Later that day Councilwoman Rosenblum e-mailed the board and Supervisor, "Please wait until we heard from the [WLC] before putting anything on the agenda. I have expressed my concerns about this many times at our meetings and I see no reason why Chris’s concerns should take precedent over mine. I don not think that any action, prior to having the final document, is prudent”

Councilman Wenk’s weighed in shortly after with a message to the Board and Moran, “I will continue to support my reasons for this issue to be on the agenda now. It seems Terrie’s concern is outweighed.”

This was followed by a message from Simonson, “I would like to review the SEQR on the easement on Tuesday [April 21]. It would be out next step after declaring lead agency. Again, this is simply making a determination on environmental impact, not implementation. Just to set the record, the easement is the final document, it was approved by the voters and upheld in the courts.”

The following day, April 17, Moran wrote a message to the Board that agreed in part with Simonson’s e-mail from the day before, saying, “The easement is indeed the final document approved by the voters and upheld by the courts. The opening paragraph reads, ‘THIS DEED OF CONSERVATION EASEMENT… between the Town of Woodstock…and the Woodstock Land Conservancy, Inc…’”Moran went on to note, “If the WLC bails we have an invalid document. I don’t know that they will or won’t, which is why I believe it is only prudent to wait until we hear from them after May 15.”

Simonson disagreed, writing back, “I do not believe that the validity of the document is dependent on the grantee’s designation. But we need to ask a lawyer for an opinion.. From my conversations with the WLC any hesitation on their part comes from the potential to have to devote extra time to management of the property and overseeing any long drawn out legal challenges. I assume we can get legal advice on how to deal with this.” She added, “Perhaps it is time to hire Steve Barshov to act as our counsel on this project.”

Barshov, the New York City attorney, had provided the $10,000 legal opinion referred to above. It is not known what expenses might be incurred from his further involvement. Rod Futerfas, the attorney for the Town, has recused himself from any legal work on the Easement since his law partner Jerry Wapner provides counsel for the WLC.

The WLC had planned by May 15 to “be prepared to begin an informed dialogue with town board members regarding the conservation easement on Comeau,” wrote Smith in his April 21 letter to the Board. “We hope this facilitates constructive preparations on the Town’s part and helps avoid the inadvertent creation of obstacles in this complex process,” he added in reference to the proposed Town Board action to neg-dec the easement.

On Monday, April 27 Smith wrote to Collins, “Thanks for responding to our letter of Tuesday. I'm sorry it arrived just before your meeting and, unfortunately, apparently not in time to forestall [Town Board] action. We did the best we could, in our previous communications, to advise you and fellow board members of WLC's timeline and request patience prior to our joint discussions.
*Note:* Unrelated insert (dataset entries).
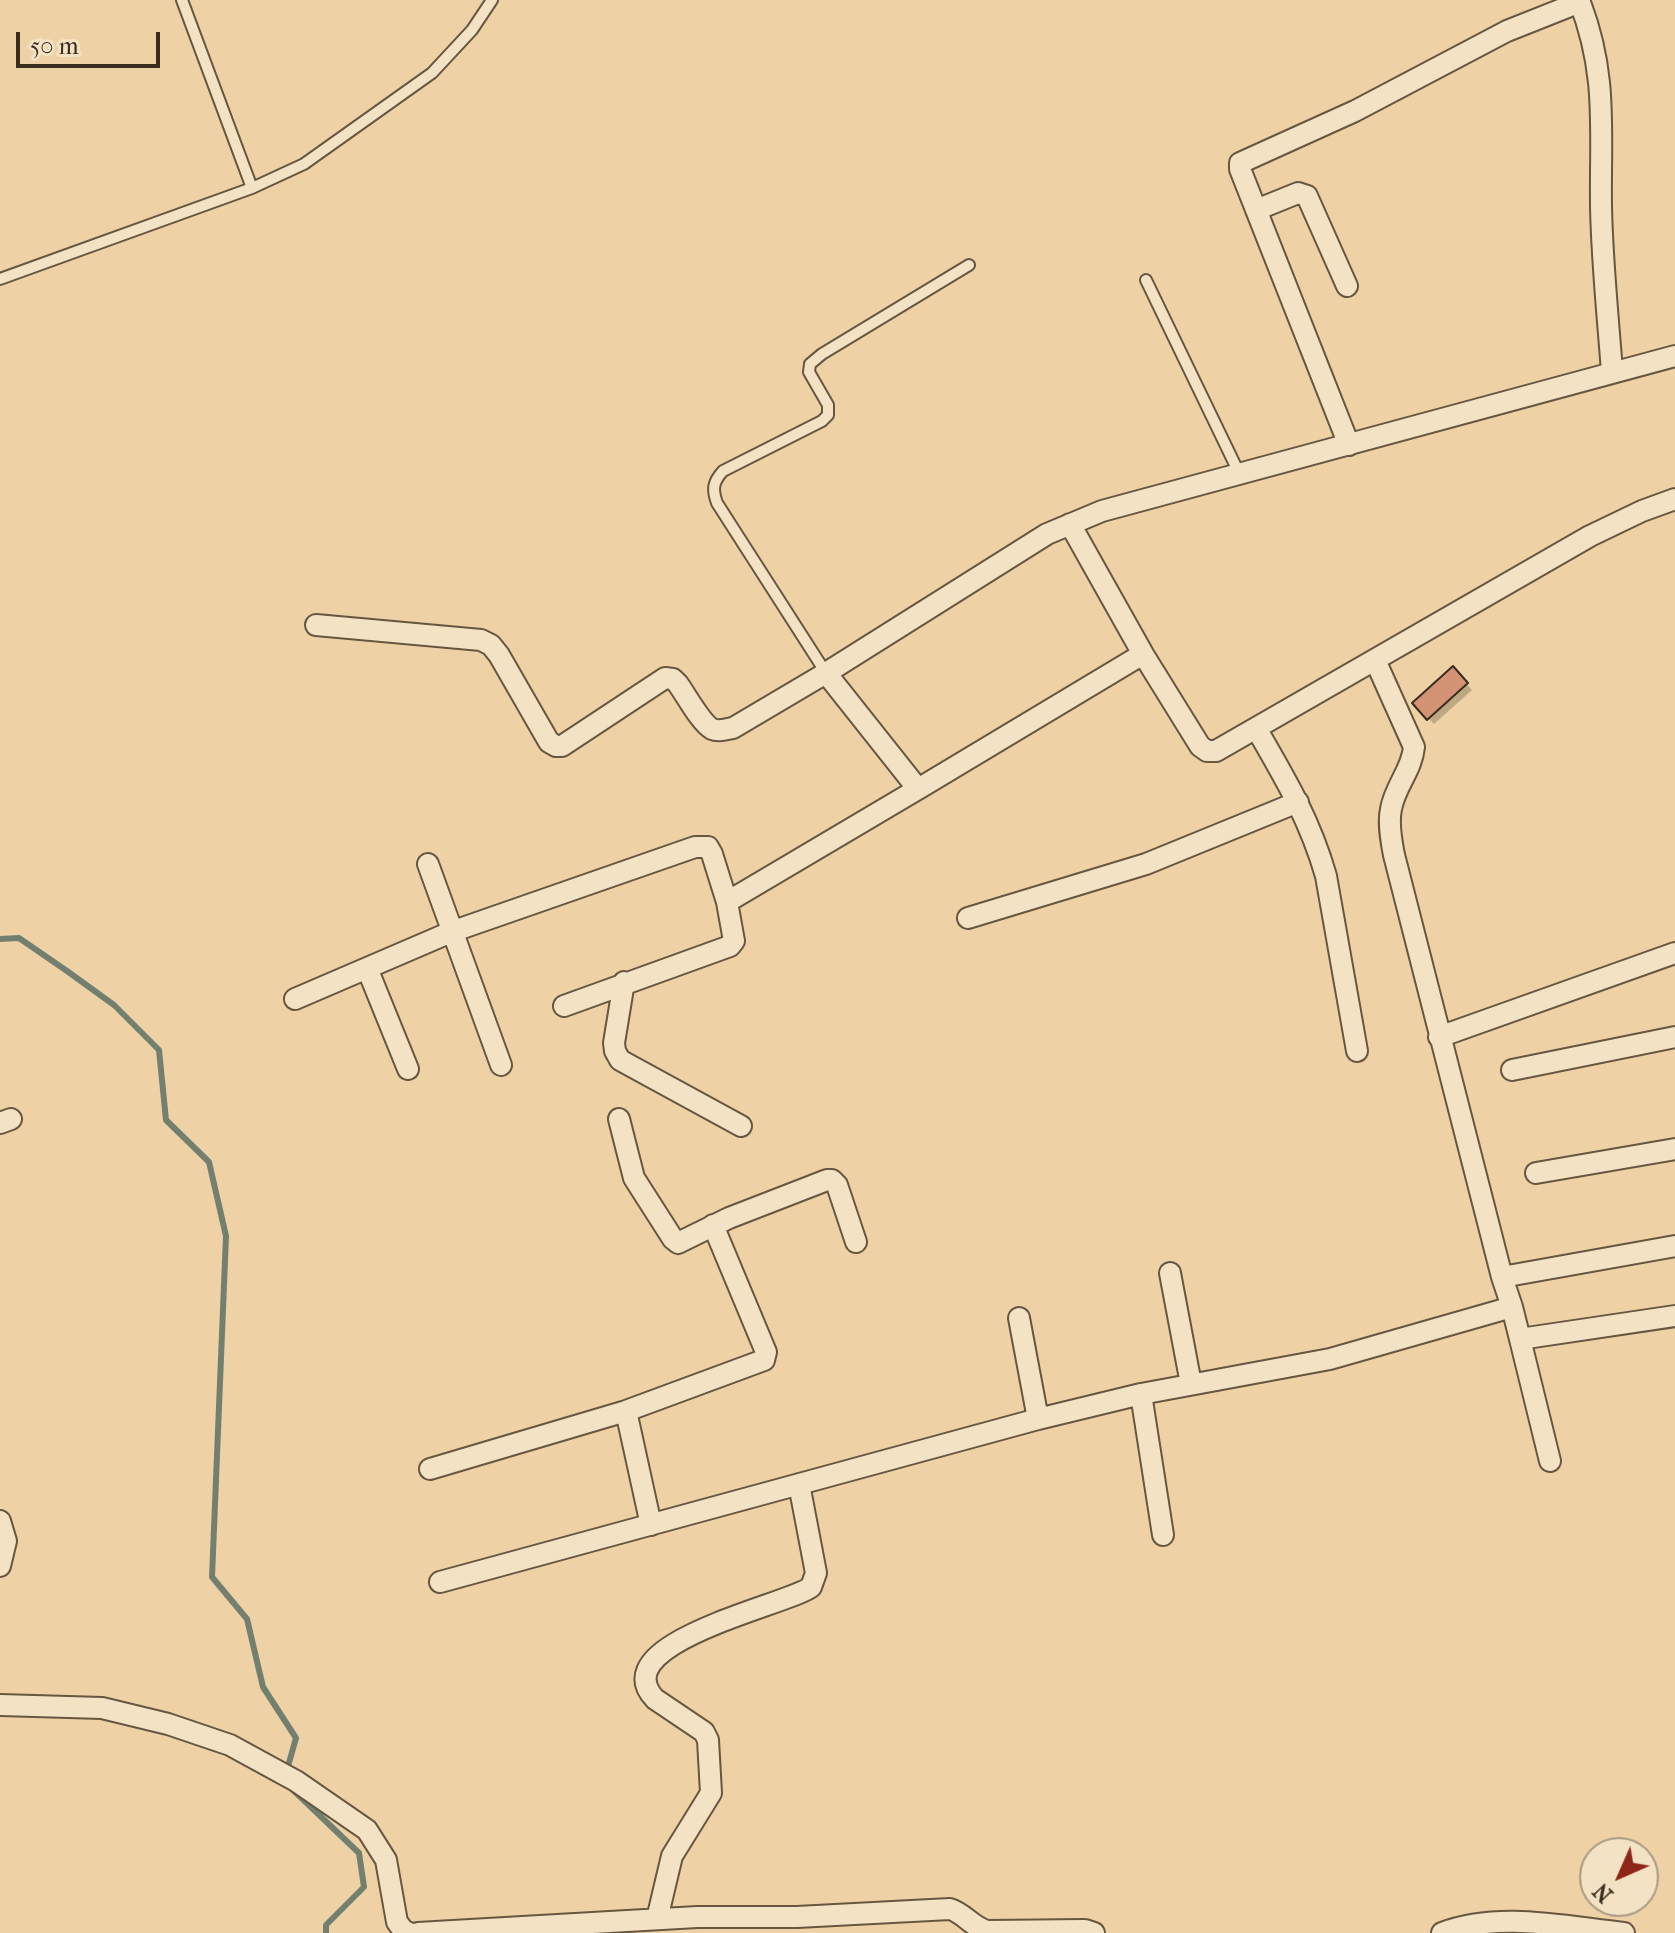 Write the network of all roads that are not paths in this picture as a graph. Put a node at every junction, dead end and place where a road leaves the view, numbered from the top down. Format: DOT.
graph roads {
  1 [pos="182,0"];
  2 [pos="492,0"];
  3 [pos="1579,1"];
  4 [pos="252,188"];
  5 [pos="1256,210"];
  6 [pos="969,265"];
  7 [pos="0,279"];
  8 [pos="1146,280"];
  9 [pos="1347,286"];
  10 [pos="1675,356"];
  11 [pos="1612,372"];
  12 [pos="1349,445"];
  13 [pos="1240,475"];
  14 [pos="1675,499"];
  15 [pos="1070,524"];
  16 [pos="316,625"];
  17 [pos="1143,654"];
  18 [pos="1375,660"];
  19 [pos="826,673"];
  20 [pos="1256,728"];
  21 [pos="918,789"];
  22 [pos="1298,802"];
  23 [pos="428,864"];
  24 [pos="727,902"];
  25 [pos="968,918"];
  26 [pos="451,932"];
  27 [pos="1675,953"];
  28 [pos="367,968"];
  29 [pos="624,982"];
  30 [pos="295,999"];
  31 [pos="564,1006"];
  32 [pos="1439,1037"];
  33 [pos="1675,1037"];
  34 [pos="1357,1051"];
  35 [pos="501,1065"];
  36 [pos="408,1069"];
  37 [pos="1512,1070"];
  38 [pos="619,1119"];
  39 [pos="741,1126"];
  40 [pos="1675,1149"];
  41 [pos="1536,1173"];
  42 [pos="713,1225"];
  43 [pos="856,1242"];
  44 [pos="1675,1246"];
  45 [pos="1170,1273"];
  46 [pos="1502,1277"];
  47 [pos="1512,1307"];
  48 [pos="1675,1316"];
  49 [pos="1019,1318"];
  50 [pos="1520,1339"];
  51 [pos="1191,1384"];
  52 [pos="1141,1394"];
  53 [pos="626,1411"];
  54 [pos="1038,1419"];
  55 [pos="1550,1461"];
  56 [pos="430,1469"];
  57 [pos="799,1484"];
  58 [pos="0,1521"];
  59 [pos="651,1525"];
  60 [pos="1163,1535"];
  61 [pos="0,1566"];
  62 [pos="440,1582"];
  63 [pos="0,1705"];
  64 [pos="657,1919"];
  65 [pos="409,1933"];
  66 [pos="418,1933"];
  67 [pos="1094,1933"];
  68 [pos="1442,1933"];
  69 [pos="1624,1933"];
  1 -- 4 [label="lane"];
  2 -- 4 [label="lane"];
  3 -- 5 [label="street"];
  3 -- 11 [label="street"];
  4 -- 7 [label="lane"];
  5 -- 9 [label="street"];
  5 -- 12 [label="street"];
  6 -- 19 [label="lane"];
  8 -- 13 [label="lane"];
  10 -- 11 [label="street"];
  11 -- 12 [label="street"];
  12 -- 13 [label="street"];
  13 -- 15 [label="street"];
  14 -- 18 [label="street"];
  15 -- 17 [label="street"];
  15 -- 19 [label="street"];
  16 -- 19 [label="street"];
  17 -- 20 [label="street"];
  17 -- 21 [label="street"];
  18 -- 20 [label="street"];
  18 -- 32 [label="street"];
  19 -- 21 [label="street"];
  20 -- 22 [label="street"];
  21 -- 24 [label="street"];
  22 -- 25 [label="street"];
  22 -- 34 [label="street"];
  23 -- 26 [label="street"];
  24 -- 26 [label="street"];
  24 -- 29 [label="street"];
  26 -- 28 [label="street"];
  26 -- 35 [label="street"];
  27 -- 32 [label="street"];
  28 -- 30 [label="street"];
  28 -- 36 [label="street"];
  29 -- 31 [label="street"];
  29 -- 39 [label="street"];
  32 -- 46 [label="street"];
  33 -- 37 [label="street"];
  38 -- 42 [label="street"];
  40 -- 41 [label="street"];
  42 -- 43 [label="street"];
  42 -- 53 [label="street"];
  44 -- 46 [label="street"];
  45 -- 51 [label="street"];
  46 -- 47 [label="street"];
  47 -- 50 [label="street"];
  47 -- 51 [label="street"];
  48 -- 50 [label="street"];
  49 -- 54 [label="street"];
  50 -- 55 [label="street"];
  51 -- 52 [label="street"];
  52 -- 54 [label="street"];
  52 -- 60 [label="street"];
  53 -- 56 [label="street"];
  53 -- 59 [label="street"];
  54 -- 57 [label="street"];
  57 -- 59 [label="street"];
  57 -- 64 [label="street"];
  58 -- 61 [label="street"];
  59 -- 62 [label="street"];
  63 -- 65 [label="street"];
  64 -- 66 [label="street"];
  64 -- 67 [label="street"];
  68 -- 69 [label="street"];
} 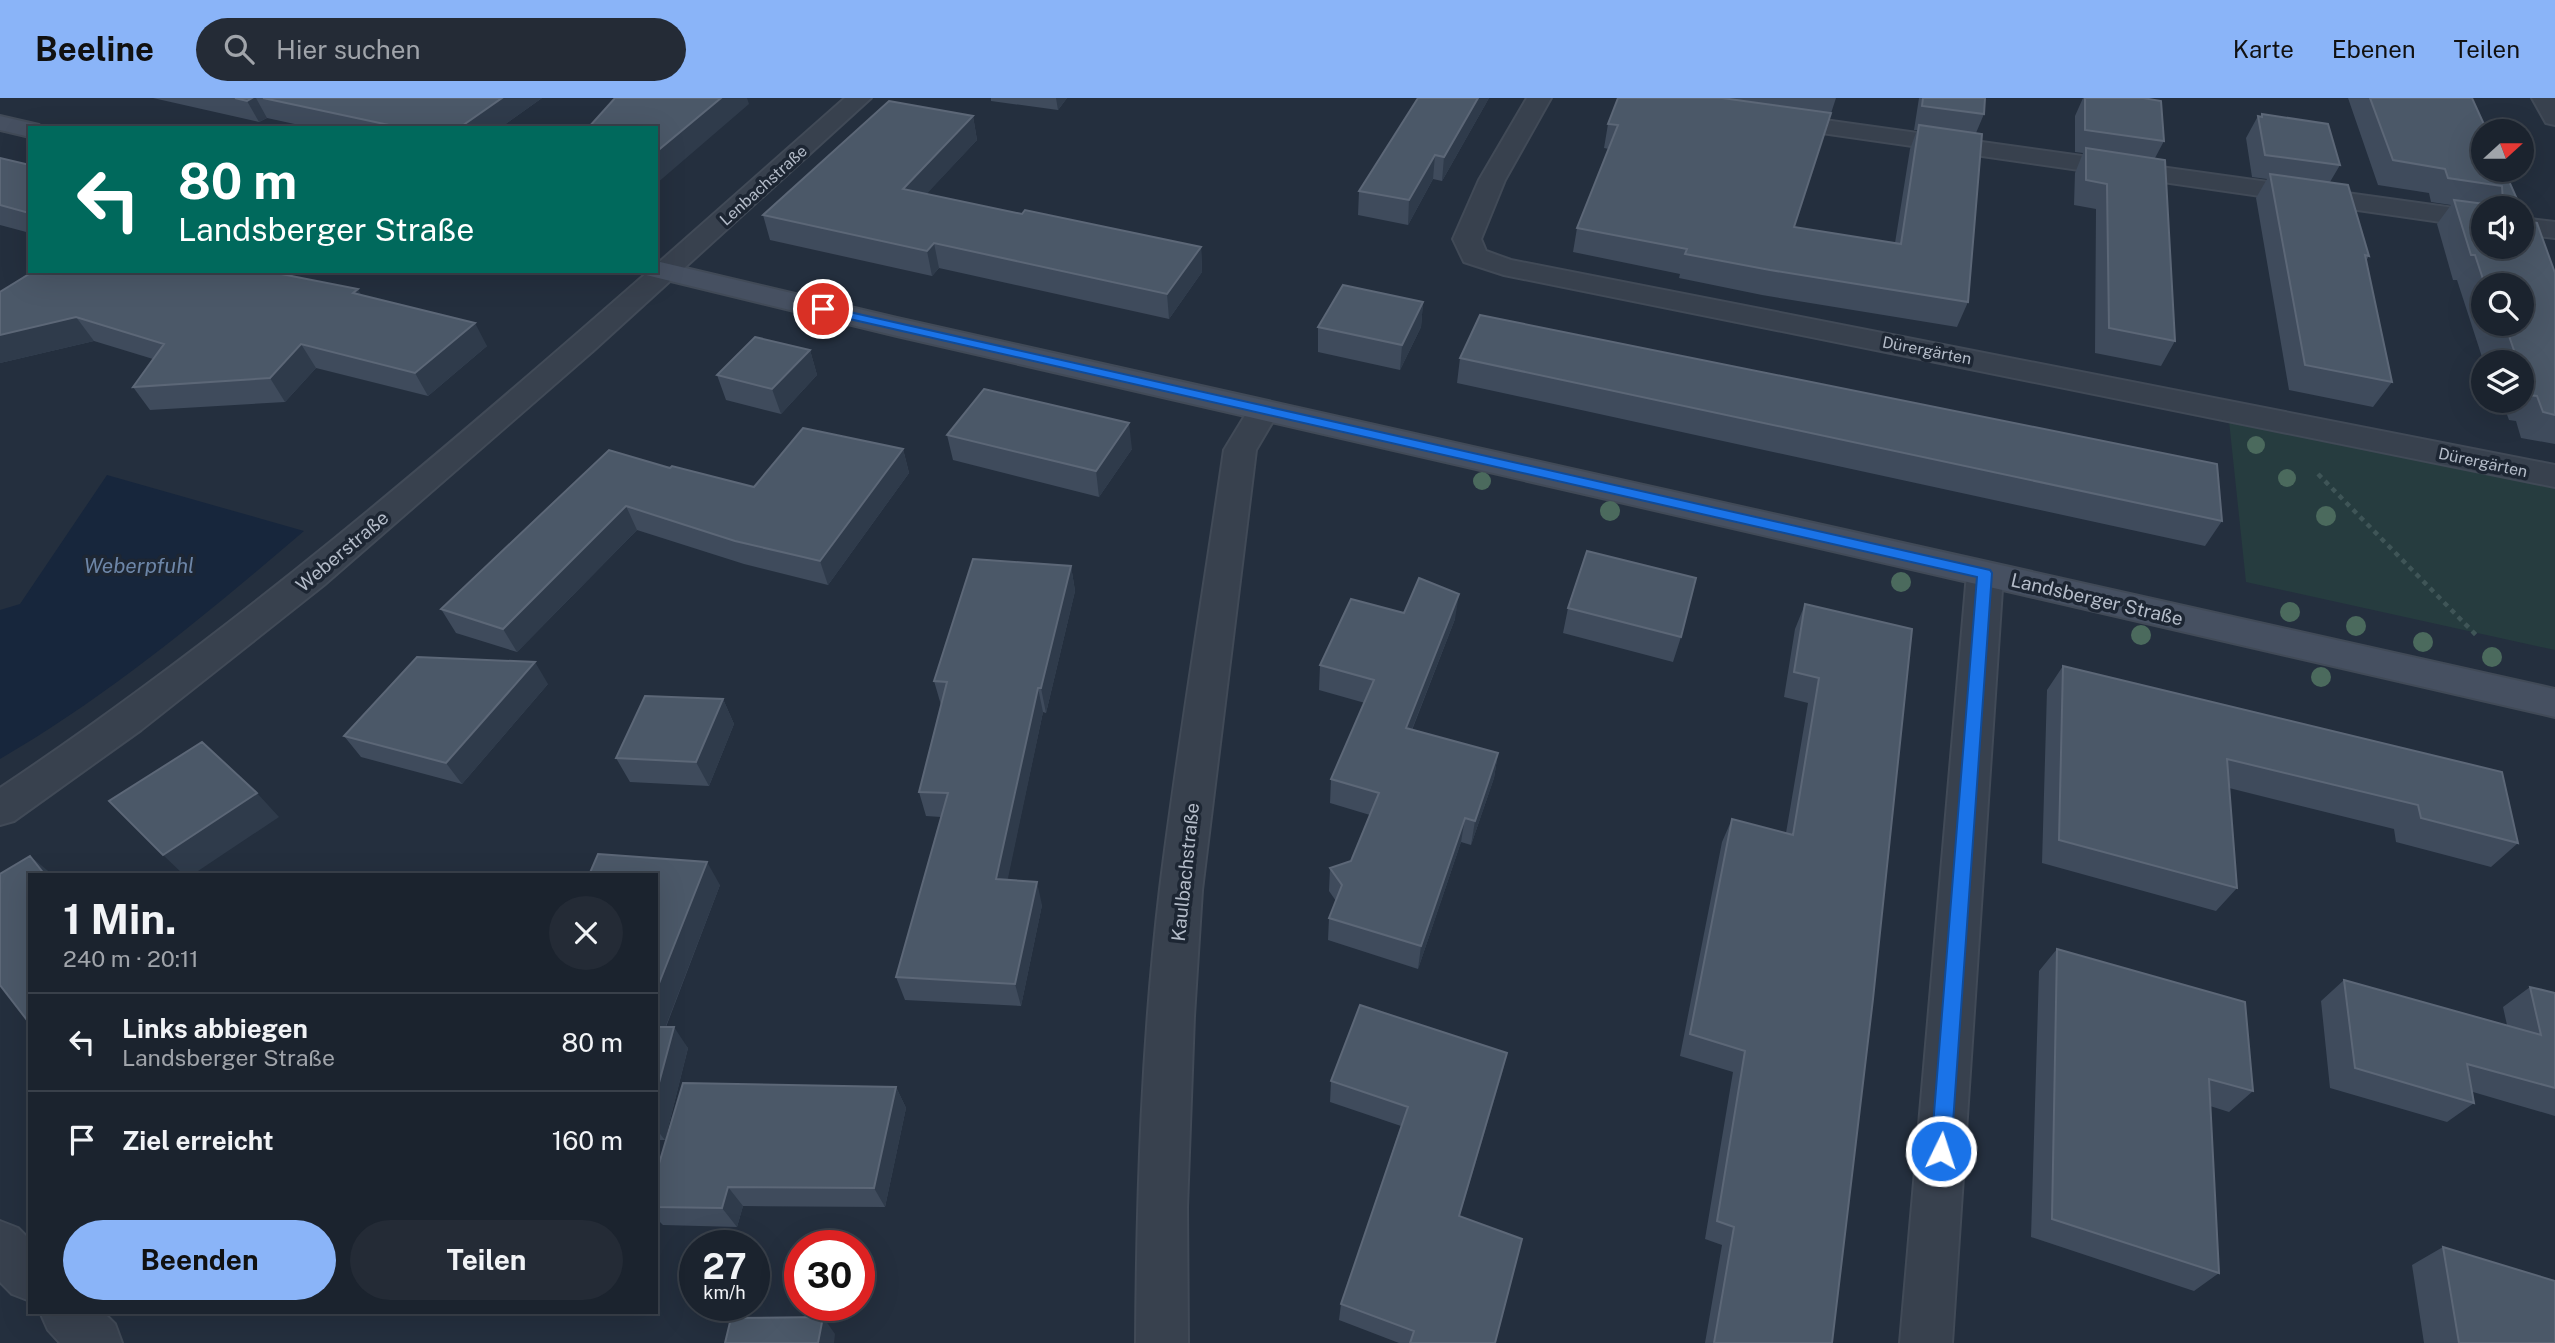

“Unfortunately,” Smith’s letter continued, “there hasn't been a clear, agreed upon means of communication between the two boards.”

Collins responded, “… I have been very tied up with issues, and personal work. I think the best way to handle things at this point is to bring everything to the table when both groups meet on the 15th [of May].”

Smith replied, “We will of course incorporate the TB's actions into our deliberations and preparation. Kindly forward any documents pertaining to formal TB actions to WLC (John Winter and myself) to assist us in this regard… And do advise us when the TB has retained Mr. Barshov's (or another attorney's) services. This would be very helpful for our attorneys, at this point.”

Smith’s message continued, “At some point in the next couple of weeks we'd like to discuss the appropriate meeting forum for our discussions with the Town Board... You may forward this email to your fellow board members. I did not cc them as you had not done so in your message.”

May 15 is a Friday, presumably the next step in the Easement process will be discussed at the Town Boards May 19 business meeting.